> **Exercise**
If "dead" shows up in a line of the material, return that line.
##### Recorded information #####
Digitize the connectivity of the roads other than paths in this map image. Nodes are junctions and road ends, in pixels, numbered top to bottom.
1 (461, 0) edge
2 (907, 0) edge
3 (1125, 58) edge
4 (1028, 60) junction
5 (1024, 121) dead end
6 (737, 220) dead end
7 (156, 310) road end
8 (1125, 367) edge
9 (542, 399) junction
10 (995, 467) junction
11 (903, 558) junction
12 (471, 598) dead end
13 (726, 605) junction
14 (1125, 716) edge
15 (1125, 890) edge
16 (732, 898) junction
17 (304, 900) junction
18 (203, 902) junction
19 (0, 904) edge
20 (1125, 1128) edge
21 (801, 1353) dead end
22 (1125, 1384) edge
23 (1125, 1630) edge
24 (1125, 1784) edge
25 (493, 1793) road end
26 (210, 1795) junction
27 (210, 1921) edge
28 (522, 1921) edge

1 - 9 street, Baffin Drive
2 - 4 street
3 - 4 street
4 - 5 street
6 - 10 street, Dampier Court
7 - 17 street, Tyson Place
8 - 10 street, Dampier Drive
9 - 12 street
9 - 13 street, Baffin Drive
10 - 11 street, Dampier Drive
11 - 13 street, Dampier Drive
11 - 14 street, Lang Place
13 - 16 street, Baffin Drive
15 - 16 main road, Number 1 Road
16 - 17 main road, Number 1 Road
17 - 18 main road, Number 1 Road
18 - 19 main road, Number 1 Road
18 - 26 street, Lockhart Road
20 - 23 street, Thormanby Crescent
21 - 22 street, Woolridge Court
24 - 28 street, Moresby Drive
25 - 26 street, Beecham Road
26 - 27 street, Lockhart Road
#####
> **Task solution**
5 (1024, 121) dead end
6 (737, 220) dead end
12 (471, 598) dead end
21 (801, 1353) dead end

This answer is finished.